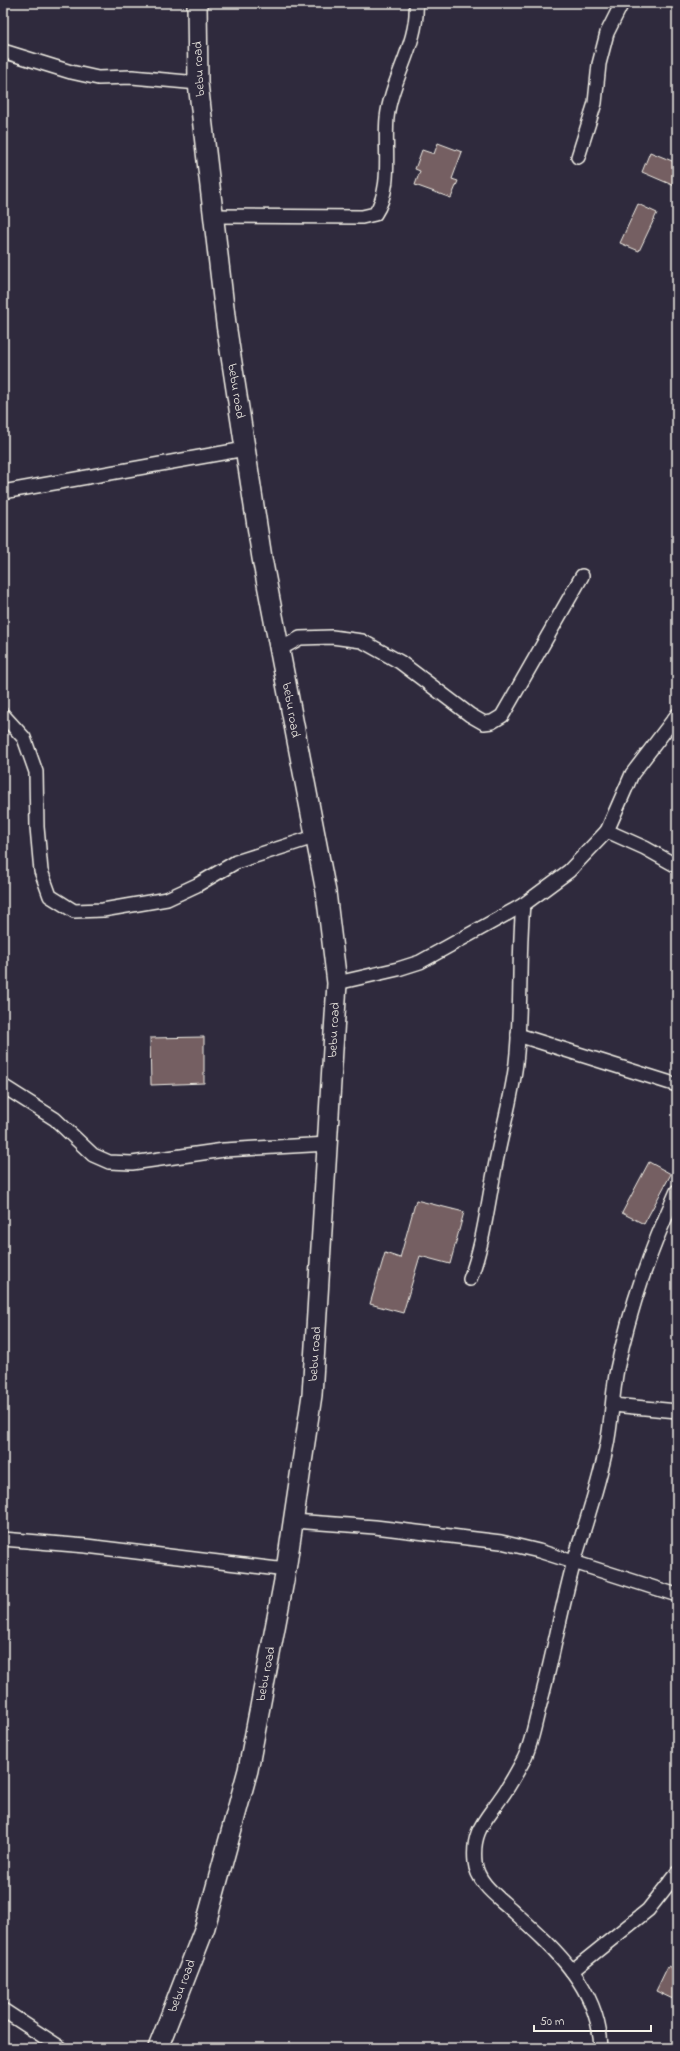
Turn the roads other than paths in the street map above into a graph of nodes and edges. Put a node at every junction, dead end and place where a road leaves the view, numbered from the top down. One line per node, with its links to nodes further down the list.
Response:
1 (197, 3): 5 (street, bebu road)
2 (416, 3): 7 (street)
3 (622, 3): 6 (street)
4 (3, 51): 5 (street)
5 (198, 83): 7 (street, bebu road)
6 (578, 157)
7 (212, 216): 8 (street, bebu road)
8 (245, 449): 9 (street); 11 (street, bebu road)
9 (3, 492)
10 (582, 576): 11 (street)
11 (280, 649): 15 (street, bebu road)
12 (3, 715): 15 (street)
13 (677, 715): 14 (street)
14 (607, 831): 16 (street); 17 (street)
15 (314, 836): 18 (street, bebu road)
16 (677, 866)
17 (523, 905): 18 (street); 19 (street)
18 (336, 982): 22 (street, bebu road)
19 (518, 1035): 20 (street); 24 (street)
20 (677, 1085)
21 (3, 1086): 22 (street)
22 (328, 1144): 27 (street, bebu road)
23 (677, 1191): 25 (street)
24 (470, 1279)
25 (613, 1405): 26 (street); 29 (street)
26 (677, 1411)
27 (294, 1521): 29 (street); 30 (street, bebu road)
28 (3, 1539): 30 (street)
29 (574, 1562): 31 (street); 33 (street)
30 (286, 1570): 36 (street, bebu road)
31 (677, 1595)
32 (677, 1873): 33 (street)
33 (572, 1971): 37 (street)
34 (3, 2010): 35 (street)
35 (61, 2048)
36 (158, 2048)
37 (601, 2048)

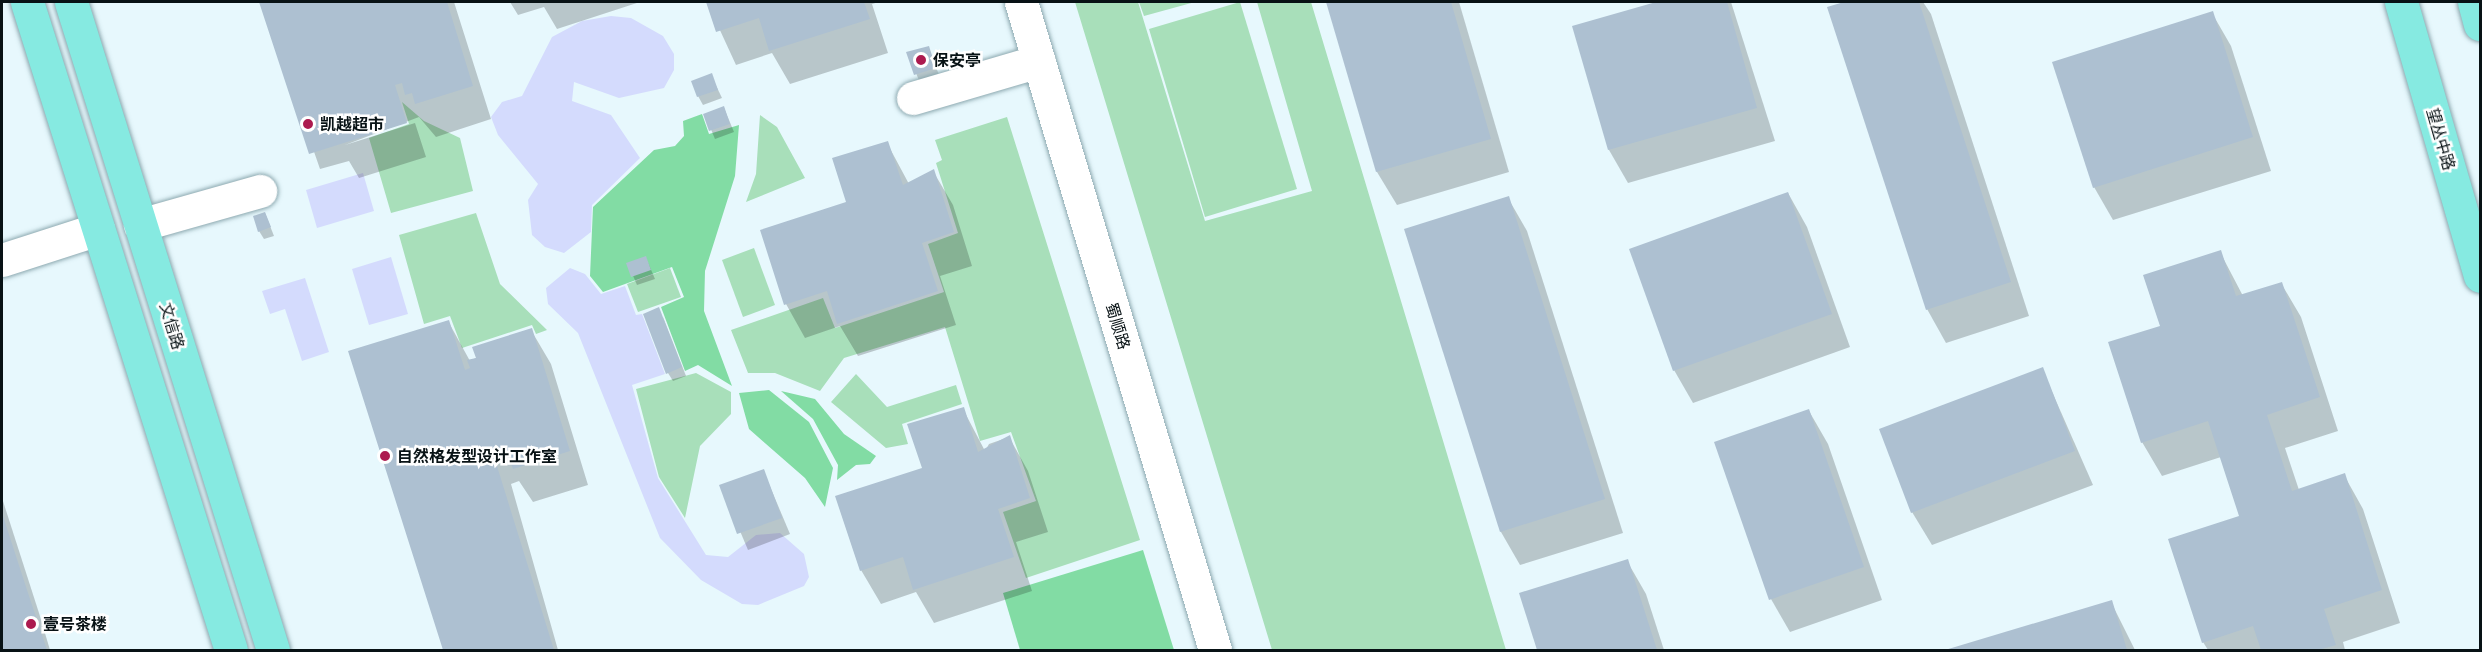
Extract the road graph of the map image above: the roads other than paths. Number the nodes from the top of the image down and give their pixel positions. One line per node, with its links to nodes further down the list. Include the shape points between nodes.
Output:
1 (27, 2): 11 (main road)
2 (71, 2): 10 (main road, 文信路)
3 (1021, 2): 7 (street, 蜀顺路)
4 (2401, 2): 13 (main road, 望丛中路)
5 (2474, 2): 6 (main road)
6 (2481, 24)
7 (1039, 60): 8 (street); 16 (street, 蜀顺路)
8 (913, 98)
9 (261, 191): 10 (street)
10 (140, 225): 15 (main road, 文信路)
11 (98, 229): 12 (street); 14 (main road)
12 (2, 260)
13 (2481, 276)
14 (231, 651)
15 (273, 651)
16 (1215, 651)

****************************************

# [Problem to solve]
Search the data above for the string "links". Report every line where it is found.

# [Final answer]
Turn the roads other than paths in the street map above into a graph of nodes and edges. Put a node at every junction, dead end and place where a road leaves the view, numbered from the top down. One line per node, with its links to nodes further down the list.
Extract the road graph of the map image above: the roads other than paths. Number the nodes from the top of the image down and give their pixel positions. One line per node, with its links to nodes further down the list. Include the shape points between nodes.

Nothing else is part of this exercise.